Fernández Alejandra, Bordagaray María José, Garrido Mauricio, Pellegrini Elizabeth, Baeza Mauricio, Chaparro Alejandra, Hernández Patricia, Hernández Marcela
Faculty of Dentistry, Universidad Andres Bello, Santiago, Chile.
Laboratory of Periodontal Biology, Faculty of Dentistry, Universidad de Chile, Santiago, Chile.
Int Endod J. 2025 Feb;58(2):284-294. doi: 10.1111/iej.14162. Epub 2024 Nov 6.

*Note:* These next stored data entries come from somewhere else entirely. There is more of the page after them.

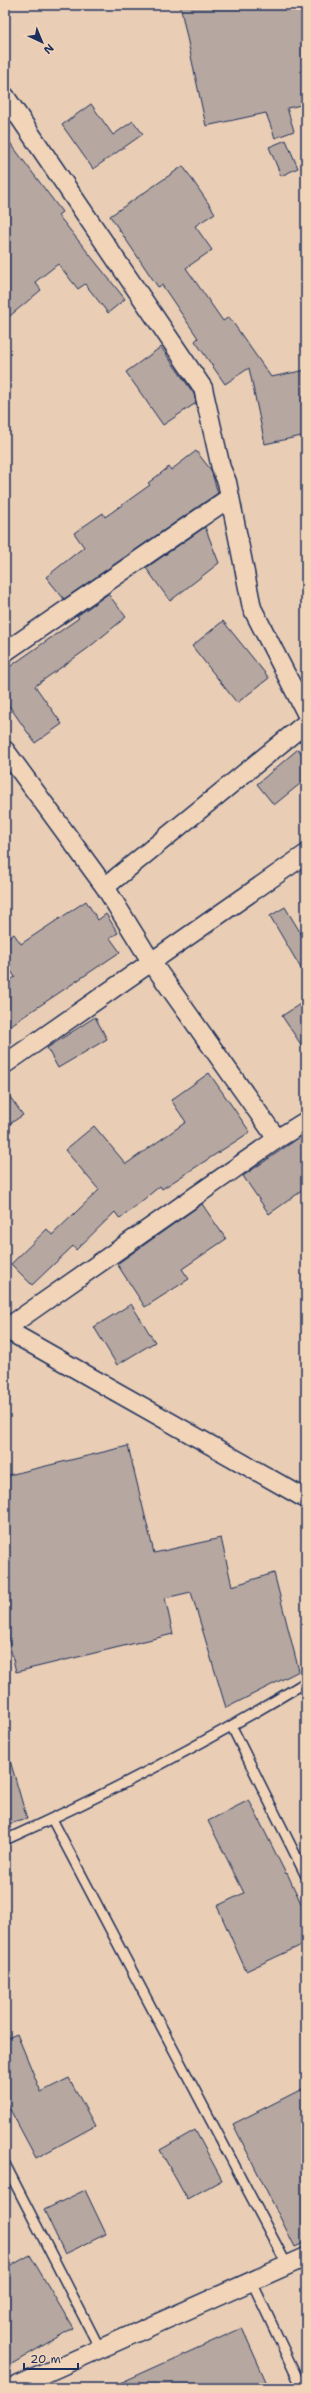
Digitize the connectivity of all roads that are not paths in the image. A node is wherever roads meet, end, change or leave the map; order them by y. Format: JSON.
{"nodes":[{"id":1,"x":5,"y":96,"type":"edge"},
{"id":2,"x":229,"y":498,"type":"junction"},
{"id":3,"x":5,"y":652,"type":"edge"},
{"id":4,"x":306,"y":713,"type":"edge"},
{"id":5,"x":306,"y":723,"type":"edge"},
{"id":6,"x":5,"y":750,"type":"edge"},
{"id":7,"x":306,"y":854,"type":"edge"},
{"id":8,"x":105,"y":887,"type":"junction"},
{"id":9,"x":152,"y":963,"type":"junction"},
{"id":10,"x":5,"y":1064,"type":"edge"},
{"id":11,"x":306,"y":1121,"type":"edge"},
{"id":12,"x":278,"y":1139,"type":"junction"},
{"id":13,"x":6,"y":1330,"type":"edge"},
{"id":14,"x":306,"y":1499,"type":"edge"},
{"id":15,"x":306,"y":1682,"type":"edge"},
{"id":16,"x":232,"y":1727,"type":"junction"},
{"id":17,"x":52,"y":1819,"type":"junction"},
{"id":18,"x":5,"y":1840,"type":"edge"},
{"id":19,"x":306,"y":1876,"type":"edge"},
{"id":20,"x":5,"y":2164,"type":"edge"},
{"id":21,"x":306,"y":2257,"type":"edge"},
{"id":22,"x":287,"y":2265,"type":"junction"},
{"id":23,"x":251,"y":2280,"type":"junction"},
{"id":24,"x":100,"y":2349,"type":"junction"},
{"id":25,"x":12,"y":2388,"type":"edge"},
{"id":26,"x":302,"y":2388,"type":"edge"}],
"edges":[{"from":1,"to":2,"type":"street"},
{"from":2,"to":3,"type":"street"},
{"from":2,"to":4,"type":"street"},
{"from":5,"to":8,"type":"street"},
{"from":6,"to":8,"type":"street"},
{"from":7,"to":9,"type":"street"},
{"from":8,"to":9,"type":"street"},
{"from":9,"to":10,"type":"street"},
{"from":9,"to":12,"type":"street"},
{"from":11,"to":12,"type":"street"},
{"from":12,"to":13,"type":"street"},
{"from":13,"to":14,"type":"street"},
{"from":15,"to":16,"type":"lane"},
{"from":16,"to":17,"type":"lane"},
{"from":16,"to":19,"type":"lane"},
{"from":17,"to":18,"type":"lane"},
{"from":17,"to":22,"type":"lane"},
{"from":20,"to":24,"type":"lane"},
{"from":21,"to":22,"type":"street"},
{"from":22,"to":23,"type":"street"},
{"from":23,"to":24,"type":"street"},
{"from":23,"to":26,"type":"lane"},
{"from":24,"to":25,"type":"street"}]}
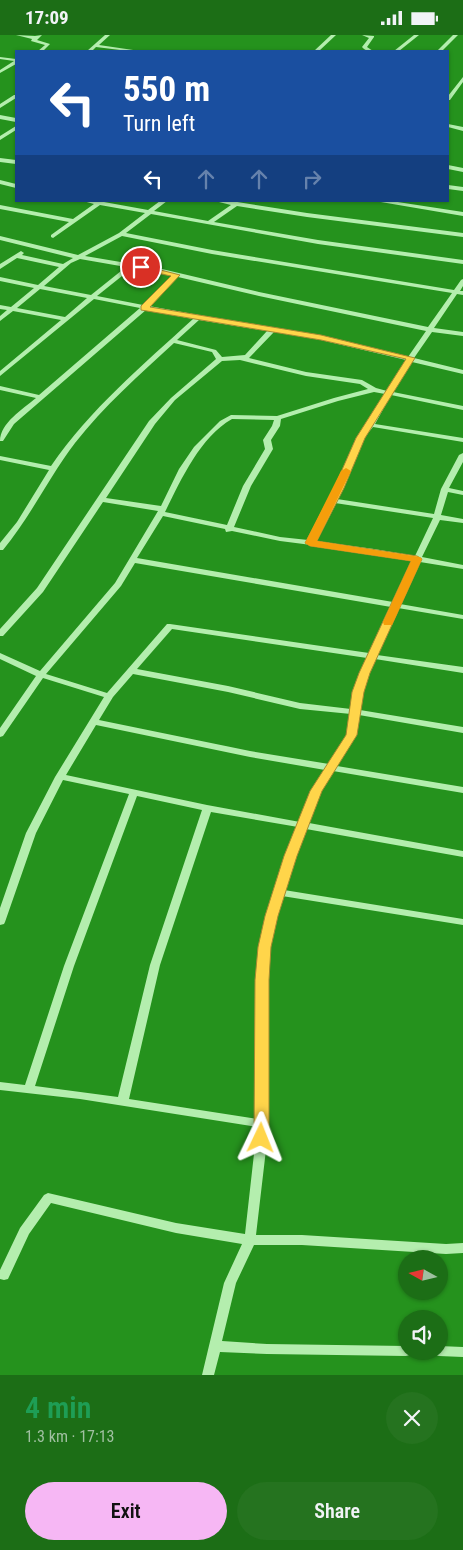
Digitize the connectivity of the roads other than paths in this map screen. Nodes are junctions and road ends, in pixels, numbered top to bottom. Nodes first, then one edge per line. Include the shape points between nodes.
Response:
1 (18, 35) edge
2 (108, 35) edge
3 (334, 35) edge
4 (366, 35) edge
5 (417, 35) edge
6 (456, 35) edge
7 (38, 36) edge
8 (96, 45) junction
9 (41, 50) edge
10 (90, 50) edge
11 (131, 50) edge
12 (317, 50) edge
13 (369, 50) edge
14 (397, 50) edge
15 (440, 50) edge
16 (0, 58) edge
17 (15, 61) edge
18 (15, 62) edge
19 (0, 72) edge
20 (463, 79) edge
21 (15, 97) edge
22 (449, 98) edge
23 (0, 106) edge
24 (0, 117) edge
25 (15, 120) edge
26 (449, 126) edge
27 (15, 129) edge
28 (463, 129) edge
29 (0, 138) edge
30 (0, 160) edge
31 (15, 162) edge
32 (449, 167) edge
33 (463, 170) edge
34 (0, 182) edge
35 (15, 186) edge
36 (449, 187) edge
37 (463, 189) edge
38 (163, 202) edge
39 (224, 202) edge
40 (385, 202) edge
41 (100, 203) edge
42 (236, 204) junction
43 (0, 207) edge
44 (151, 213) junction
45 (463, 214) edge
46 (75, 221) junction
47 (210, 222) junction
48 (121, 234) junction
49 (463, 235) edge
50 (53, 236) dead end
51 (0, 238) edge
52 (30, 247) junction
53 (16, 256) junction
54 (77, 257) junction
55 (463, 262) edge
56 (63, 266) junction
57 (130, 266) junction
58 (0, 267) edge
59 (176, 275) junction
60 (0, 279) edge
61 (463, 281) edge
62 (39, 286) junction
63 (459, 293) edge
64 (94, 297) junction
65 (0, 307) edge
66 (144, 308) junction
67 (12, 309) junction
68 (198, 318) junction
69 (0, 319) edge
70 (66, 319) junction
71 (273, 329) junction
72 (431, 330) junction
73 (463, 334) edge
74 (172, 341) junction
75 (411, 358) junction
76 (220, 359) junction
77 (243, 359) junction
78 (463, 371) edge
79 (0, 374) edge
80 (0, 388) edge
81 (374, 390) junction
82 (390, 391) junction
83 (40, 397) junction
84 (463, 408) edge
85 (278, 418) junction
86 (371, 425) junction
87 (0, 439) edge
88 (463, 440) edge
89 (463, 455) edge
90 (0, 458) edge
91 (54, 469) junction
92 (445, 489) junction
93 (463, 493) edge
94 (100, 499) junction
95 (332, 500) junction
96 (162, 511) junction
97 (437, 517) junction
98 (463, 521) edge
99 (229, 530) junction
100 (310, 543) junction
101 (0, 549) edge
102 (417, 559) junction
103 (133, 560) junction
104 (463, 567) edge
105 (395, 607) junction
106 (463, 617) edge
107 (0, 634) edge
108 (0, 656) edge
109 (373, 656) junction
110 (463, 670) edge
111 (131, 671) junction
112 (41, 675) junction
113 (109, 696) junction
114 (355, 712) junction
115 (95, 722) junction
116 (463, 729) edge
117 (0, 734) edge
118 (330, 769) junction
119 (60, 777) junction
120 (463, 790) edge
121 (134, 793) junction
122 (207, 809) junction
123 (302, 826) junction
124 (463, 854) edge
125 (278, 892) junction
126 (0, 921) edge
127 (463, 922) edge
128 (0, 1086) edge
129 (29, 1088) junction
130 (123, 1101) junction
131 (263, 1125) junction
132 (250, 1240) junction
133 (463, 1248) edge
134 (4, 1275) dead end
135 (214, 1346) junction
136 (398, 1351) edge
137 (448, 1351) edge
138 (463, 1352) edge
139 (208, 1375) edge

1 - 7 street
2 - 8 street
3 - 12 street
4 - 13 street via 372,37 364,47
5 - 14 street
6 - 15 street
7 - 9 street via 33,40 48,44
8 - 10 street
8 - 11 street
16 - 17 street
18 - 19 street
20 - 22 street
21 - 23 street
24 - 25 street
26 - 28 street
27 - 29 street
30 - 31 street
32 - 33 street
34 - 35 street
36 - 37 street
38 - 44 street
39 - 42 street
40 - 45 street
41 - 44 street
41 - 46 street
42 - 47 street
42 - 49 street
43 - 46 street
44 - 47 street
44 - 48 street
46 - 50 street
47 - 55 street via 318,242
48 - 54 street
48 - 63 street
51 - 52 street
52 - 53 street
52 - 54 street
53 - 56 street
53 - 58 street
54 - 56 street
54 - 57 street
56 - 62 street
57 - 59 street
57 - 64 street
59 - 66 street
59 - 72 street
60 - 62 street
61 - 63 street
62 - 64 street
62 - 67 street
63 - 72 street
64 - 66 street
64 - 70 street
65 - 67 street
66 - 68 street
66 - 83 street
67 - 69 street
67 - 70 street
68 - 71 street
68 - 74 street
70 - 79 street
71 - 75 street
71 - 77 street
72 - 73 street
72 - 75 street
74 - 76 street via 214,351
74 - 91 street via 112,396 72,442
75 - 78 street
75 - 82 street
76 - 77 street
76 - 94 street via 173,399 128,456
77 - 81 street via 306,374 362,382
80 - 83 street
81 - 82 street
81 - 85 street
82 - 84 street
82 - 86 street
83 - 87 street via 11,423
85 - 96 street via 231,417 222,422 182,469
85 - 99 street via 267,440 269,449 247,486
86 - 88 street
86 - 95 street via 360,438
89 - 92 street
90 - 91 street
91 - 101 street via 16,531
92 - 93 street
92 - 97 street
94 - 96 street
94 - 107 street via 40,590
95 - 97 street
95 - 100 street
96 - 99 street
96 - 103 street
97 - 98 street
97 - 102 street
99 - 100 street
100 - 102 street
102 - 104 street
102 - 105 street
103 - 105 street
103 - 112 street via 118,584
105 - 106 street
105 - 109 street
108 - 112 street
109 - 110 street
109 - 111 street via 175,625 170,626
109 - 114 street via 358,692
111 - 113 street
111 - 114 street via 300,706
112 - 113 street
112 - 117 street
113 - 115 street
114 - 116 street
114 - 118 street via 352,735
115 - 118 street
115 - 119 street
118 - 120 street
118 - 123 street via 316,791
119 - 121 street
119 - 126 street via 31,833
121 - 122 street
121 - 129 street via 69,966
122 - 123 street
122 - 130 street via 155,965
123 - 124 street
123 - 125 street
125 - 127 street
125 - 131 street via 265,947 262,980
128 - 129 street
129 - 130 street
130 - 131 street
131 - 132 street
132 - 133 street
132 - 134 street via 176,1229 48,1198 24,1231
132 - 135 street via 230,1283
135 - 136 street
135 - 139 street
137 - 138 street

Epigenetic regulation of the key inflammatory genes plays a crucial role in controlling monocyte/macrophage-mediated local and systemic responses to bacterial challenges. However, it has not been addressed in apical periodontitis (AP). We aimed to explore the methylation pattern of the TNF-α gene promoter and its association with the inflammatory phenotype of peripheral blood monocytes from individuals with AP and controls.

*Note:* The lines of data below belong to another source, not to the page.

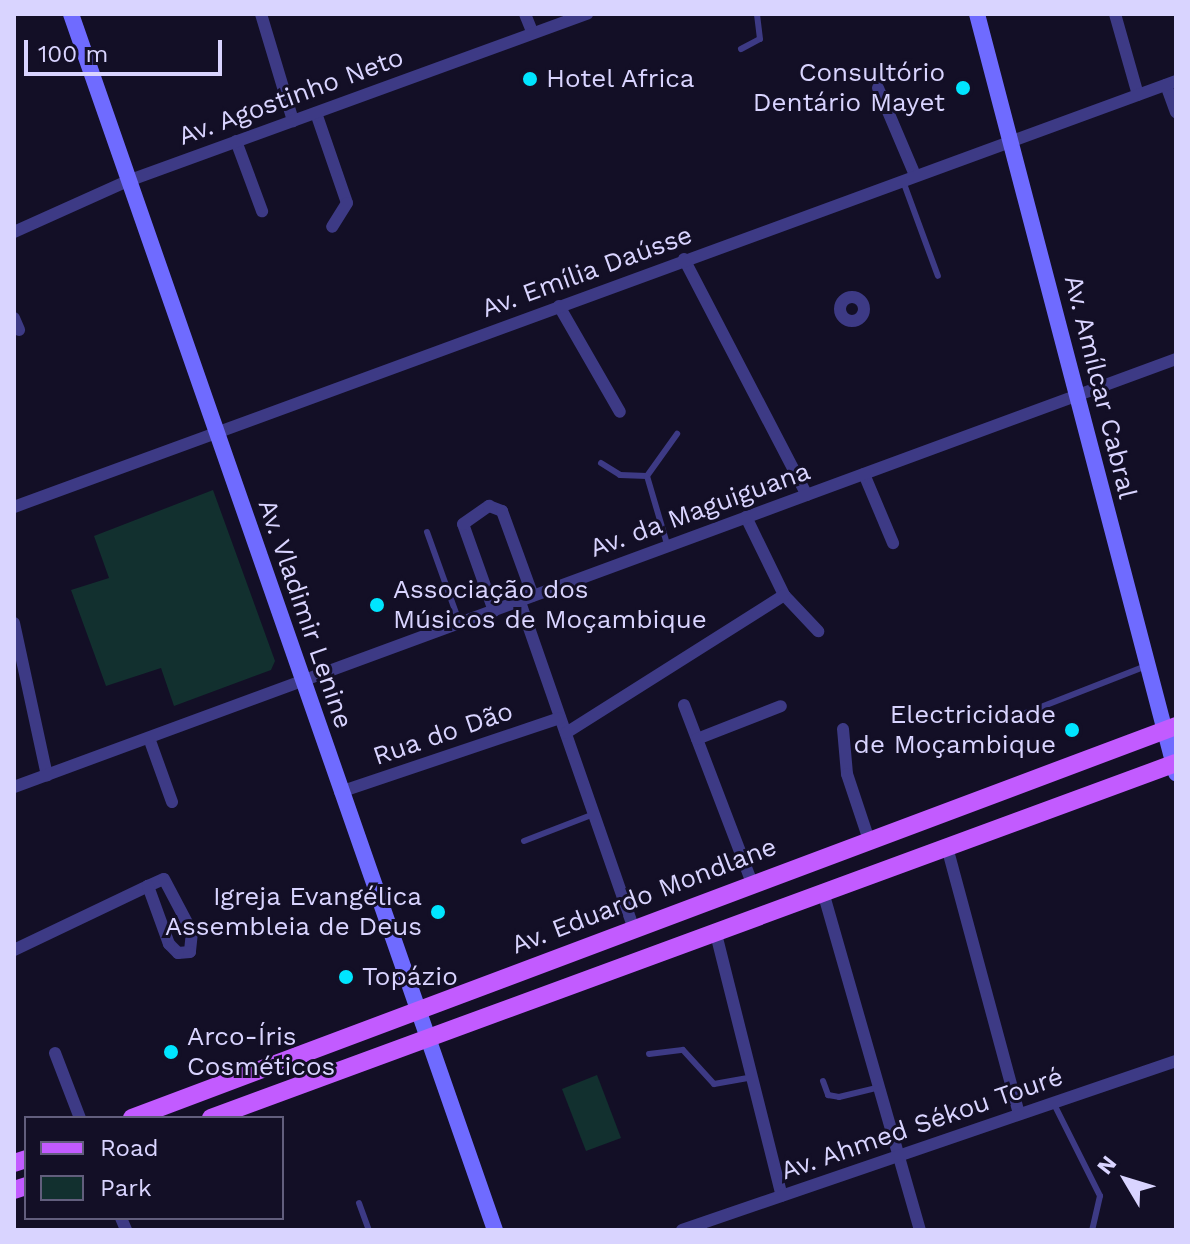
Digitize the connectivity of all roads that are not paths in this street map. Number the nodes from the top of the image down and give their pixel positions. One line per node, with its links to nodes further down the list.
1 (71, 14): 19 (main road, Av. Vladimir Lenine)
2 (261, 14): 15 (street)
3 (525, 14): 8 (street)
4 (587, 14): 8 (street, Av. Agostinho Neto)
5 (757, 14): 9 (lane)
6 (977, 14): 17 (main road, Av. Amílcar Cabral)
7 (1115, 14): 12 (street)
8 (532, 31): 14 (street, Av. Agostinho Neto)
9 (741, 49)
10 (1171, 83): 12 (street, Av. Emília Daússe); 13 (street)
11 (878, 88): 18 (street)
12 (1138, 95): 17 (street, Av. Emília Daússe)
13 (1176, 112)
14 (316, 113): 15 (street, Av. Agostinho Neto); 21 (street)
15 (293, 121): 16 (street, Av. Agostinho Neto)
16 (236, 141): 19 (street, Av. Agostinho Neto); 20 (street)
17 (1011, 141): 18 (street, Av. Emília Daússe); 27 (main road, Av. Amílcar Cabral)
18 (909, 177): 23 (street, Av. Emília Daússe); 24 (lane)
19 (125, 182): 22 (street, Av. Agostinho Neto); 29 (main road, Av. Vladimir Lenine)
20 (262, 211)
21 (332, 227)
22 (14, 232)
23 (684, 259): 25 (street, Av. Emília Daússe); 34 (street)
24 (938, 276)
25 (559, 306): 28 (street); 29 (street, Av. Emília Daússe)
26 (1176, 359): 27 (street, Av. da Maguiguana)
27 (1078, 395): 32 (street, Av. da Maguiguana); 47 (main road, Av. Amílcar Cabral)
28 (620, 412)
29 (216, 430): 35 (street, Av. Emília Daússe); 48 (main road, Av. Vladimir Lenine)
30 (677, 434): 33 (lane)
31 (601, 463): 33 (lane)
32 (864, 474): 34 (street, Av. da Maguiguana); 38 (street)
33 (647, 476): 39 (lane)
34 (807, 495): 36 (street, Av. da Maguiguana)
35 (14, 507)
36 (746, 517): 39 (street, Av. da Maguiguana); 40 (street)
37 (427, 532): 45 (lane)
38 (893, 543)
39 (667, 544): 41 (street, Av. da Maguiguana)
40 (784, 595): 46 (street); 55 (street)
41 (533, 596): 42 (street, Av. da Maguiguana); 43 (street)
42 (520, 602): 43 (street, Av. da Maguiguana); 51 (street)
43 (494, 611): 45 (street, Av. da Maguiguana)
44 (14, 623): 59 (street)
45 (460, 624): 48 (street, Av. da Maguiguana)
46 (818, 631)
47 (1146, 666): 52 (lane); 53 (main road, Av. Amílcar Cabral)
48 (303, 682): 56 (street, Av. da Maguiguana); 61 (main road, Av. Vladimir Lenine)
49 (684, 705): 57 (street)
50 (781, 706): 57 (street)
51 (560, 718): 55 (street); 61 (street, Rua do Dão)
52 (1005, 721)
53 (1169, 728): 58 (main road, Av. Amílcar Cabral); 64 (main road, Av. Eduardo Mondlane)
54 (843, 729): 64 (street)
55 (566, 733): 63 (street)
56 (149, 738): 59 (street, Av. da Maguiguana); 62 (street)
57 (697, 739): 67 (street)
58 (1175, 766): 66 (main road)
59 (47, 775): 60 (street, Av. da Maguiguana)
60 (14, 787)
61 (340, 792): 73 (main road, Av. Vladimir Lenine)
62 (172, 802)
63 (594, 814): 65 (lane); 70 (street)
64 (869, 840): 67 (main road, Av. Eduardo Mondlane)
65 (524, 841)
66 (947, 847): 69 (main road); 82 (street)
67 (752, 883): 70 (main road, Av. Eduardo Mondlane)
68 (148, 886): 68 (street); 72 (street)
69 (823, 892): 71 (main road); 80 (street)
70 (633, 927): 73 (main road, Av. Eduardo Mondlane)
71 (715, 930): 74 (main road); 78 (street)
72 (14, 950)
73 (417, 1011): 74 (main road, Av. Vladimir Lenine); 84 (main road, Av. Eduardo Mondlane)
74 (426, 1039): 85 (main road); 90 (main road, Av. Vladimir Lenine)
75 (55, 1053): 83 (street)
76 (649, 1054): 78 (lane)
77 (1176, 1061): 81 (street, Av. Ahmed Sékou Touré)
78 (753, 1077): 87 (street)
79 (823, 1081): 80 (lane)
80 (881, 1087): 86 (street)
81 (1053, 1102): 82 (street, Av. Ahmed Sékou Touré); 93 (lane)
82 (1019, 1113): 86 (street, Av. Ahmed Sékou Touré)
83 (79, 1116)
84 (137, 1116)
85 (216, 1116)
86 (898, 1155): 87 (street, Av. Ahmed Sékou Touré); 92 (street)
87 (782, 1196): 91 (street, Av. Ahmed Sékou Touré)
88 (359, 1203): 89 (lane)
89 (369, 1230)
90 (495, 1230)
91 (682, 1230)
92 (920, 1230)
93 (1092, 1230)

A cross-sectional study was conducted, including otherwise healthy individuals with AP (n = 25) and controls (n = 29). Monocytes were isolated from the volunteer's blood samples using a Ficoll gradient followed by negative immunoselection. RNA and DNA were extracted. The DNA methylation profiles of the TNF-α gene promoter region were analyzed using bisulfite sequencing PCR. The mRNA expression levels of DNA methyltransferases 3a (DNMT3a) and Ten Eleven Translocation enzymes 1(TET1) were assessed by qPCR. A fraction of primary monocytes was also cultured for 24 h, and the supernatant was collected to measure cytokine levels through a Luminex assay. Generalized structural equation models (GSEM) evaluated the association between AP, DNA methylation, and TNF-α protein expression controlled for potential covariates. Models included the effect of the methylation of TNF-α gene promoter as a mediator of the association between AP and TNF-α protein expression levels.
Monocytes from AP individuals exhibited a heightened secretion of TNF-α and IL-1β and hypomethylation of the TNF gene promoter (p < .05). AP diagnosis was associated with the TNF-α gene promoter´s hypomethylated profile and enhanced pro-inflammatory cytokine levels, while lower methylation of the gene promoter region and -163 CpG single site mediated TNF-α overexpression (p < .05).
DNA hypomethylation at the TNF-α gene mediates a proinflammatory phenotype in monocytes from AP patients, supporting a role in the systemic response.
关键炎症基因的表观遗传调控在控制单核细胞/巨噬细胞介导的对细菌挑战的局部和全身反应中起关键作用。然而,在根尖周炎(AP)中尚未得到研究。我们旨在探讨肿瘤坏死因子-α(TNF-α)基因启动子的甲基化模式及其与AP患者和对照组外周血单核细胞炎症表型的关系。
进行了一项横断面研究,纳入了健康的AP患者(n = 25)和对照组(n = 29)。使用Ficoll梯度离心法从志愿者血液样本中分离单核细胞,随后进行阴性免疫筛选。提取RNA和DNA。使用亚硫酸氢盐测序PCR分析TNF-α基因启动子区域的DNA甲基化谱。通过定量PCR评估DNA甲基转移酶3a(DNMT3a)和十一转位酶1(TET1)的mRNA表达水平。一部分原代单核细胞也培养24小时,收集上清液通过Luminex测定法测量细胞因子水平。广义结构方程模型(GSEM)评估了AP、DNA甲基化和TNF-α蛋白表达之间的关联,并对潜在协变量进行了控制。模型包括TNF-α基因启动子甲基化作为AP与TNF-α蛋白表达水平之间关联的中介作用。
AP患者的单核细胞表现出TNF-α和白细胞介素-1β分泌增加以及TNF基因启动子低甲基化(p < 0.05)。AP诊断与TNF-α基因启动子的低甲基化谱和促炎细胞因子水平升高相关,而基因启动子区域和-163 CpG单一位点的低甲基化介导了TNF-α的过表达(p < 0.05)。
TNF-α基因的DNA低甲基化介导了AP患者单核细胞中的促炎表型,支持其在全身反应中的作用。